··· Supplied entries ···
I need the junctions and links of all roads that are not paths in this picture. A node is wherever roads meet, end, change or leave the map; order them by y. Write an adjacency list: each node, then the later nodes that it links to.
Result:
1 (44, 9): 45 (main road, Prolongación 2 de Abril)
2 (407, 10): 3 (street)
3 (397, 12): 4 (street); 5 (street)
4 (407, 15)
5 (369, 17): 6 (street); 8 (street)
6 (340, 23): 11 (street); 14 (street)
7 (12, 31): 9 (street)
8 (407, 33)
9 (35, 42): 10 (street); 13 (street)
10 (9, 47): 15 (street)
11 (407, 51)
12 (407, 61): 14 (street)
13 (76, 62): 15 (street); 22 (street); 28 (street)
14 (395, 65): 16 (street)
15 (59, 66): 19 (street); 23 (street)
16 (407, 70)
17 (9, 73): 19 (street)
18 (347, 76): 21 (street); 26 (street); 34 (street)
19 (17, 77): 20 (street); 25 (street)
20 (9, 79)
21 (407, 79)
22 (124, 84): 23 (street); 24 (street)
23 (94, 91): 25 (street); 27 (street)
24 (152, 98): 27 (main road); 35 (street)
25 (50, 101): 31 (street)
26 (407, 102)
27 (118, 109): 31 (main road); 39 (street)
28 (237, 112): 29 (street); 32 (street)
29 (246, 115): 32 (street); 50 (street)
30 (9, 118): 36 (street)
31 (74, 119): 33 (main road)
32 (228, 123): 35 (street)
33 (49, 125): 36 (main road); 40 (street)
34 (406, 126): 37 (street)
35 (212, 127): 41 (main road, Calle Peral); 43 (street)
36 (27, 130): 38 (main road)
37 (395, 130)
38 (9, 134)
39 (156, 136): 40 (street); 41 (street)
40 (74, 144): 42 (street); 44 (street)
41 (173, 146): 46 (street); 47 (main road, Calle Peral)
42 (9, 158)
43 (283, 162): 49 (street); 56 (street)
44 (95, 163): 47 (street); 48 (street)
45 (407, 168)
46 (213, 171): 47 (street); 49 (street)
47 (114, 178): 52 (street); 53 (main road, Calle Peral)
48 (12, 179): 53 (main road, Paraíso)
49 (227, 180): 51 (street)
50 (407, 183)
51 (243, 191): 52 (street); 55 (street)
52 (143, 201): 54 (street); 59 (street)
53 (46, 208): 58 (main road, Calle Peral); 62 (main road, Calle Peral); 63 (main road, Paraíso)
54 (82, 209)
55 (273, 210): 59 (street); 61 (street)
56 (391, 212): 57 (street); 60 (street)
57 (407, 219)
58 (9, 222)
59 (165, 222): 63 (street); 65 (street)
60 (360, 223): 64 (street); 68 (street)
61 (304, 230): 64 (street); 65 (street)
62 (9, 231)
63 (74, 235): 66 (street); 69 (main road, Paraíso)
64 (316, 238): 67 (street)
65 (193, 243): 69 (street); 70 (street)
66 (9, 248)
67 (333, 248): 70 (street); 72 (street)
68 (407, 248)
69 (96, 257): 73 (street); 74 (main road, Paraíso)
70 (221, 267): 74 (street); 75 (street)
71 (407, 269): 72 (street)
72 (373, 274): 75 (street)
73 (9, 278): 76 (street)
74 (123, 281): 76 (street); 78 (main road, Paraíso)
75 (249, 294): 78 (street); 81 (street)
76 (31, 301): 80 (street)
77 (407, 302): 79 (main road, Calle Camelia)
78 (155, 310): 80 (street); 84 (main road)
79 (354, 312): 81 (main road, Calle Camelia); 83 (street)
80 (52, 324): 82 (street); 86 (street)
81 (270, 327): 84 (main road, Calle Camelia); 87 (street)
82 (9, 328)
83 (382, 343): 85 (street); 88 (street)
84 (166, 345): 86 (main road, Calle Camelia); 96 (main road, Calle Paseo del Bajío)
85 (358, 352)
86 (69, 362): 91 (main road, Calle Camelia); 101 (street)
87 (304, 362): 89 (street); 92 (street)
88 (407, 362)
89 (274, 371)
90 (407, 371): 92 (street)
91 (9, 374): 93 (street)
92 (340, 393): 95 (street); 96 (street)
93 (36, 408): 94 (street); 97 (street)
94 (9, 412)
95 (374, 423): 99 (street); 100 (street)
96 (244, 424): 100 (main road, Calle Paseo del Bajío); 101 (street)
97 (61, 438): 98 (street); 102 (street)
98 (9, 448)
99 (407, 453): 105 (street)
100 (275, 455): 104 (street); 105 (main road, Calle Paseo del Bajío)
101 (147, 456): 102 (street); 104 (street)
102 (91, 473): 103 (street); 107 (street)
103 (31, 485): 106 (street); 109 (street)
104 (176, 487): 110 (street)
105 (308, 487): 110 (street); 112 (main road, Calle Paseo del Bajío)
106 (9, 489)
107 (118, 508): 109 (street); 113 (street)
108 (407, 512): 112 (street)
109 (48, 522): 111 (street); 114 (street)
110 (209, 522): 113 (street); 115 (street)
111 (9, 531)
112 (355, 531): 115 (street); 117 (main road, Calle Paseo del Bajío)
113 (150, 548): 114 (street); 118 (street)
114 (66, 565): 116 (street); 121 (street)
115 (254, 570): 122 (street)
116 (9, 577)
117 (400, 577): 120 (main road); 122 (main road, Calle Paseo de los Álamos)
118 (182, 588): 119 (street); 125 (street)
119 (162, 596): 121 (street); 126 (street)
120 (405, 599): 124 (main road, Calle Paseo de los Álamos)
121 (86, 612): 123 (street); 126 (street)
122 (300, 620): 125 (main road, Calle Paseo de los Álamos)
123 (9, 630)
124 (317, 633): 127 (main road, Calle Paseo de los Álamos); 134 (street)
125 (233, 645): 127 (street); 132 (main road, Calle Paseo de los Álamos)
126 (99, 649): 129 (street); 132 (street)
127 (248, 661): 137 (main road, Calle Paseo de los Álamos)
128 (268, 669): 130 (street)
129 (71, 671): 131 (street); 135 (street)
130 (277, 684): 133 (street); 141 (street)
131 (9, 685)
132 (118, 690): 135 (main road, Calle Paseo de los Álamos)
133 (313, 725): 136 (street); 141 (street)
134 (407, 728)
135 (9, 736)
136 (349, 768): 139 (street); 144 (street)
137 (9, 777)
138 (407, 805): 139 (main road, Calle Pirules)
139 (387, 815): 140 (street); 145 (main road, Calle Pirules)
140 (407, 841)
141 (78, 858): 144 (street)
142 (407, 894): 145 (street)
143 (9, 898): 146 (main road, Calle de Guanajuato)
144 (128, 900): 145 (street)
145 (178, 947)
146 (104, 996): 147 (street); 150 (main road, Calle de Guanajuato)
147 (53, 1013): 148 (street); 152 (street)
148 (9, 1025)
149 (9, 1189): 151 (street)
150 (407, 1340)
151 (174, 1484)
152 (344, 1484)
···
* What to produce
Say each line again exactly as it appears above.

* Answer for this exercise
I need the junctions and links of all roads that are not paths in this picture. A node is wherever roads meet, end, change or leave the map; order them by y. Write an adjacency list: each node, then the later nodes that it links to.
Result:
1 (44, 9): 45 (main road, Prolongación 2 de Abril)
2 (407, 10): 3 (street)
3 (397, 12): 4 (street); 5 (street)
4 (407, 15)
5 (369, 17): 6 (street); 8 (street)
6 (340, 23): 11 (street); 14 (street)
7 (12, 31): 9 (street)
8 (407, 33)
9 (35, 42): 10 (street); 13 (street)
10 (9, 47): 15 (street)
11 (407, 51)
12 (407, 61): 14 (street)
13 (76, 62): 15 (street); 22 (street); 28 (street)
14 (395, 65): 16 (street)
15 (59, 66): 19 (street); 23 (street)
16 (407, 70)
17 (9, 73): 19 (street)
18 (347, 76): 21 (street); 26 (street); 34 (street)
19 (17, 77): 20 (street); 25 (street)
20 (9, 79)
21 (407, 79)
22 (124, 84): 23 (street); 24 (street)
23 (94, 91): 25 (street); 27 (street)
24 (152, 98): 27 (main road); 35 (street)
25 (50, 101): 31 (street)
26 (407, 102)
27 (118, 109): 31 (main road); 39 (street)
28 (237, 112): 29 (street); 32 (street)
29 (246, 115): 32 (street); 50 (street)
30 (9, 118): 36 (street)
31 (74, 119): 33 (main road)
32 (228, 123): 35 (street)
33 (49, 125): 36 (main road); 40 (street)
34 (406, 126): 37 (street)
35 (212, 127): 41 (main road, Calle Peral); 43 (street)
36 (27, 130): 38 (main road)
37 (395, 130)
38 (9, 134)
39 (156, 136): 40 (street); 41 (street)
40 (74, 144): 42 (street); 44 (street)
41 (173, 146): 46 (street); 47 (main road, Calle Peral)
42 (9, 158)
43 (283, 162): 49 (street); 56 (street)
44 (95, 163): 47 (street); 48 (street)
45 (407, 168)
46 (213, 171): 47 (street); 49 (street)
47 (114, 178): 52 (street); 53 (main road, Calle Peral)
48 (12, 179): 53 (main road, Paraíso)
49 (227, 180): 51 (street)
50 (407, 183)
51 (243, 191): 52 (street); 55 (street)
52 (143, 201): 54 (street); 59 (street)
53 (46, 208): 58 (main road, Calle Peral); 62 (main road, Calle Peral); 63 (main road, Paraíso)
54 (82, 209)
55 (273, 210): 59 (street); 61 (street)
56 (391, 212): 57 (street); 60 (street)
57 (407, 219)
58 (9, 222)
59 (165, 222): 63 (street); 65 (street)
60 (360, 223): 64 (street); 68 (street)
61 (304, 230): 64 (street); 65 (street)
62 (9, 231)
63 (74, 235): 66 (street); 69 (main road, Paraíso)
64 (316, 238): 67 (street)
65 (193, 243): 69 (street); 70 (street)
66 (9, 248)
67 (333, 248): 70 (street); 72 (street)
68 (407, 248)
69 (96, 257): 73 (street); 74 (main road, Paraíso)
70 (221, 267): 74 (street); 75 (street)
71 (407, 269): 72 (street)
72 (373, 274): 75 (street)
73 (9, 278): 76 (street)
74 (123, 281): 76 (street); 78 (main road, Paraíso)
75 (249, 294): 78 (street); 81 (street)
76 (31, 301): 80 (street)
77 (407, 302): 79 (main road, Calle Camelia)
78 (155, 310): 80 (street); 84 (main road)
79 (354, 312): 81 (main road, Calle Camelia); 83 (street)
80 (52, 324): 82 (street); 86 (street)
81 (270, 327): 84 (main road, Calle Camelia); 87 (street)
82 (9, 328)
83 (382, 343): 85 (street); 88 (street)
84 (166, 345): 86 (main road, Calle Camelia); 96 (main road, Calle Paseo del Bajío)
85 (358, 352)
86 (69, 362): 91 (main road, Calle Camelia); 101 (street)
87 (304, 362): 89 (street); 92 (street)
88 (407, 362)
89 (274, 371)
90 (407, 371): 92 (street)
91 (9, 374): 93 (street)
92 (340, 393): 95 (street); 96 (street)
93 (36, 408): 94 (street); 97 (street)
94 (9, 412)
95 (374, 423): 99 (street); 100 (street)
96 (244, 424): 100 (main road, Calle Paseo del Bajío); 101 (street)
97 (61, 438): 98 (street); 102 (street)
98 (9, 448)
99 (407, 453): 105 (street)
100 (275, 455): 104 (street); 105 (main road, Calle Paseo del Bajío)
101 (147, 456): 102 (street); 104 (street)
102 (91, 473): 103 (street); 107 (street)
103 (31, 485): 106 (street); 109 (street)
104 (176, 487): 110 (street)
105 (308, 487): 110 (street); 112 (main road, Calle Paseo del Bajío)
106 (9, 489)
107 (118, 508): 109 (street); 113 (street)
108 (407, 512): 112 (street)
109 (48, 522): 111 (street); 114 (street)
110 (209, 522): 113 (street); 115 (street)
111 (9, 531)
112 (355, 531): 115 (street); 117 (main road, Calle Paseo del Bajío)
113 (150, 548): 114 (street); 118 (street)
114 (66, 565): 116 (street); 121 (street)
115 (254, 570): 122 (street)
116 (9, 577)
117 (400, 577): 120 (main road); 122 (main road, Calle Paseo de los Álamos)
118 (182, 588): 119 (street); 125 (street)
119 (162, 596): 121 (street); 126 (street)
120 (405, 599): 124 (main road, Calle Paseo de los Álamos)
121 (86, 612): 123 (street); 126 (street)
122 (300, 620): 125 (main road, Calle Paseo de los Álamos)
123 (9, 630)
124 (317, 633): 127 (main road, Calle Paseo de los Álamos); 134 (street)
125 (233, 645): 127 (street); 132 (main road, Calle Paseo de los Álamos)
126 (99, 649): 129 (street); 132 (street)
127 (248, 661): 137 (main road, Calle Paseo de los Álamos)
128 (268, 669): 130 (street)
129 (71, 671): 131 (street); 135 (street)
130 (277, 684): 133 (street); 141 (street)
131 (9, 685)
132 (118, 690): 135 (main road, Calle Paseo de los Álamos)
133 (313, 725): 136 (street); 141 (street)
134 (407, 728)
135 (9, 736)
136 (349, 768): 139 (street); 144 (street)
137 (9, 777)
138 (407, 805): 139 (main road, Calle Pirules)
139 (387, 815): 140 (street); 145 (main road, Calle Pirules)
140 (407, 841)
141 (78, 858): 144 (street)
142 (407, 894): 145 (street)
143 (9, 898): 146 (main road, Calle de Guanajuato)
144 (128, 900): 145 (street)
145 (178, 947)
146 (104, 996): 147 (street); 150 (main road, Calle de Guanajuato)
147 (53, 1013): 148 (street); 152 (street)
148 (9, 1025)
149 (9, 1189): 151 (street)
150 (407, 1340)
151 (174, 1484)
152 (344, 1484)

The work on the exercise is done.